Industry bodies have welcomed new legislation that limits specialist car imports but lifts the bar for safety.
Neil Dowling
Contributing Journalist
GoAutoMedia

30 Nov 2018 • 4 min read

New government legislation will give Australians direct access to new vehicles with the same state-of-the-art safety technology as the rest of the world.

The Road Vehicles Standards Act (RSVA), initiated this week but to be gradually introduced over two years, puts safety first and signs the end of ‘grey’ imports that government and industry bodies feared would allow less-safe vehicles into the country.

The bill has been welcomed by car industry organisations including the Federal Chamber of Automotive Industries (FCAI), which said safer vehicles would be available to Australian consumers in the same time frame as the rest of the world.
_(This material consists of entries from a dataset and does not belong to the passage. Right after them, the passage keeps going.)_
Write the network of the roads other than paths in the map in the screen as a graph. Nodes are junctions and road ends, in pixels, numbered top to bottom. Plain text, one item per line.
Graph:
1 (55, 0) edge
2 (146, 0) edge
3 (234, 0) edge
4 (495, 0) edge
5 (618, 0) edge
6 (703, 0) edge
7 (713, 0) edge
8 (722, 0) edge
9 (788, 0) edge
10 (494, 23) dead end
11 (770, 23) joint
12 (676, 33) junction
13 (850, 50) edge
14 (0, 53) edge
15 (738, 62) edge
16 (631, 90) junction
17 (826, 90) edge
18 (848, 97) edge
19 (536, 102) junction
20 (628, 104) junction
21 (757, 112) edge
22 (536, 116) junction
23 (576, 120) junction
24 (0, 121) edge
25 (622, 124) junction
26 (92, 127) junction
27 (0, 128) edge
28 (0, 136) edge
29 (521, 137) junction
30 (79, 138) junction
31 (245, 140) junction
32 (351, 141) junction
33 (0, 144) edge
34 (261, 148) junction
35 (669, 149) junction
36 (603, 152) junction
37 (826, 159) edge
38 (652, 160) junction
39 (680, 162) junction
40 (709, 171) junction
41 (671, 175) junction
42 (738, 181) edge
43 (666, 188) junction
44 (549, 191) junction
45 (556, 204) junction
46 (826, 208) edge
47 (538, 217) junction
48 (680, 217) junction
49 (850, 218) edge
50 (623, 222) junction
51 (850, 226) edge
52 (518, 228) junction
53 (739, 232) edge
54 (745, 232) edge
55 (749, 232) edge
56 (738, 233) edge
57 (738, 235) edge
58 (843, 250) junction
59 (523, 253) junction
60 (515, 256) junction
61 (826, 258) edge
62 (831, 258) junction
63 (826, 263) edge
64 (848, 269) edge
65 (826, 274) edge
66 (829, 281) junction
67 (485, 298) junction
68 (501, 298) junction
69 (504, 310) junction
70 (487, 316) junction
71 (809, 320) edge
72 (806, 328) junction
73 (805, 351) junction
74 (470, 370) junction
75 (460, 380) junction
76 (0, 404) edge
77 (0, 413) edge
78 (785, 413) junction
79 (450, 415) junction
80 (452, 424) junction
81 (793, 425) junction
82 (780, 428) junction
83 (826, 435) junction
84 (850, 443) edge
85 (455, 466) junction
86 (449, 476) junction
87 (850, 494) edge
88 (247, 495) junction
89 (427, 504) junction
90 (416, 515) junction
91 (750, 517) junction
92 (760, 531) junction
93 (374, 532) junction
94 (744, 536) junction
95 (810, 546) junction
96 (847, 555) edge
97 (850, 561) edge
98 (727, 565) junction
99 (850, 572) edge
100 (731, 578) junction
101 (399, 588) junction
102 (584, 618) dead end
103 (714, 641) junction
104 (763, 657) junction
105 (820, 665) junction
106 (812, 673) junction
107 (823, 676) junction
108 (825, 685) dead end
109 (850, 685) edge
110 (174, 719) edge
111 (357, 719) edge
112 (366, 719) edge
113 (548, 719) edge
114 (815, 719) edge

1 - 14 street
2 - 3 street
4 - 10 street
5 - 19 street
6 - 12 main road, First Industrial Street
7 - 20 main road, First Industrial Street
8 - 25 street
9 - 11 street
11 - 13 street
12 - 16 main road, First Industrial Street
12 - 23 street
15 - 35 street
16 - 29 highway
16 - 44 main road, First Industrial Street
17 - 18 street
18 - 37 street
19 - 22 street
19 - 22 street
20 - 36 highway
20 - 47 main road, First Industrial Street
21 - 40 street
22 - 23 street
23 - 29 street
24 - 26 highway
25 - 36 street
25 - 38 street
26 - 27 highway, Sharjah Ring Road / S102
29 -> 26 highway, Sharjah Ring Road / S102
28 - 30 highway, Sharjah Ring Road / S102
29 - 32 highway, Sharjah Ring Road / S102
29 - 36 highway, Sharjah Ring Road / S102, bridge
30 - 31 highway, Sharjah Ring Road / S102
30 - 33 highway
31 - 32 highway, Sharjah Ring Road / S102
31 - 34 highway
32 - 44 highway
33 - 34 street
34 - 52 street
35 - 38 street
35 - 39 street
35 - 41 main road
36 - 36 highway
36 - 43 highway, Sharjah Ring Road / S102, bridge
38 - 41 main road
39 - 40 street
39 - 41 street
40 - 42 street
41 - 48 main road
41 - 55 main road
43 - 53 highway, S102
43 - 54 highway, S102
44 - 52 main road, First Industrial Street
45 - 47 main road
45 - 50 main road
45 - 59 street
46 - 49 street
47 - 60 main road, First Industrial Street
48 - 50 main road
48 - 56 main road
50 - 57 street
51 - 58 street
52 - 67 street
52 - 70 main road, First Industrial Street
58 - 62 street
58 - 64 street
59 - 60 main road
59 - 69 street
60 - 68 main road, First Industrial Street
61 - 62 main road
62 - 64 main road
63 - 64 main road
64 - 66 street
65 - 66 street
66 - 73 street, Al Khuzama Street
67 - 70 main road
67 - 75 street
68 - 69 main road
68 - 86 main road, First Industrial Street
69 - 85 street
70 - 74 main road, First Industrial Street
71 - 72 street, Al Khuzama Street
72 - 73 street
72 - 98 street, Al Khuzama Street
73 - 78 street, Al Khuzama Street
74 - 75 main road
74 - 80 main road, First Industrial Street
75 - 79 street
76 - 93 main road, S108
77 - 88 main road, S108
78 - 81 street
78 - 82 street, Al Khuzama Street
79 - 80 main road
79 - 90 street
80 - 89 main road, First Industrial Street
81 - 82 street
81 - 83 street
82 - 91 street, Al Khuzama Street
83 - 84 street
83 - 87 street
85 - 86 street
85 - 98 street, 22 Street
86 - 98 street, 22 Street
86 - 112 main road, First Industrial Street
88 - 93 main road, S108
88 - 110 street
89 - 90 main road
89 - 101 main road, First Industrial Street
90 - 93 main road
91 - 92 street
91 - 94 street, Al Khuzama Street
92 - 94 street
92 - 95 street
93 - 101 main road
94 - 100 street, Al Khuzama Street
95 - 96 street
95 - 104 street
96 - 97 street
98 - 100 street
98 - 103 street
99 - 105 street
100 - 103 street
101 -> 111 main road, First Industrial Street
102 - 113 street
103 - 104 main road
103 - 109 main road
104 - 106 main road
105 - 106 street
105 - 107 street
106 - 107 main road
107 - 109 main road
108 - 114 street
The Australian Automotive Dealer Association’s CEO, David Blackhall, said: “There are real concerns around provenance and safety of imported used car vehicles, which have been sharply highlighted recently by the Takata airbag recall.”

The chief executive of the Australasian New Car Assessment Program (ANCAP), James Goodwin, said the bill will be a boon for vehicle safety.
 
He said there were enormous changes in the car industry and it was important Australia’s regulations kept pace with new vehicles and future vehicles.

Mr Goodwin said he believed the new legislation will also assist with the early introduction of new, safer vehicle technologies.

The bill comes only two weeks after the NSW Centre for Road Safety Transport reported that cars built before 2001 were involved in 20 per cent of state accidents but were responsible for 36 per cent of fatalities.

By comparison, the centre said cars built between 2012 and 2017 were in 31 per cent of accidents, but these resulted in only 12 per cent of deaths.

The centre, part of the NSW government, is pushing for used-car buyers to buy the safest car possible - those with airbags, electronic stability control and pre-tension seatbelts - and for new-car buyers to choose features including autonomous emergency braking (AEB), lane departure warning, blind-spot monitor and rear cross-traffic alert.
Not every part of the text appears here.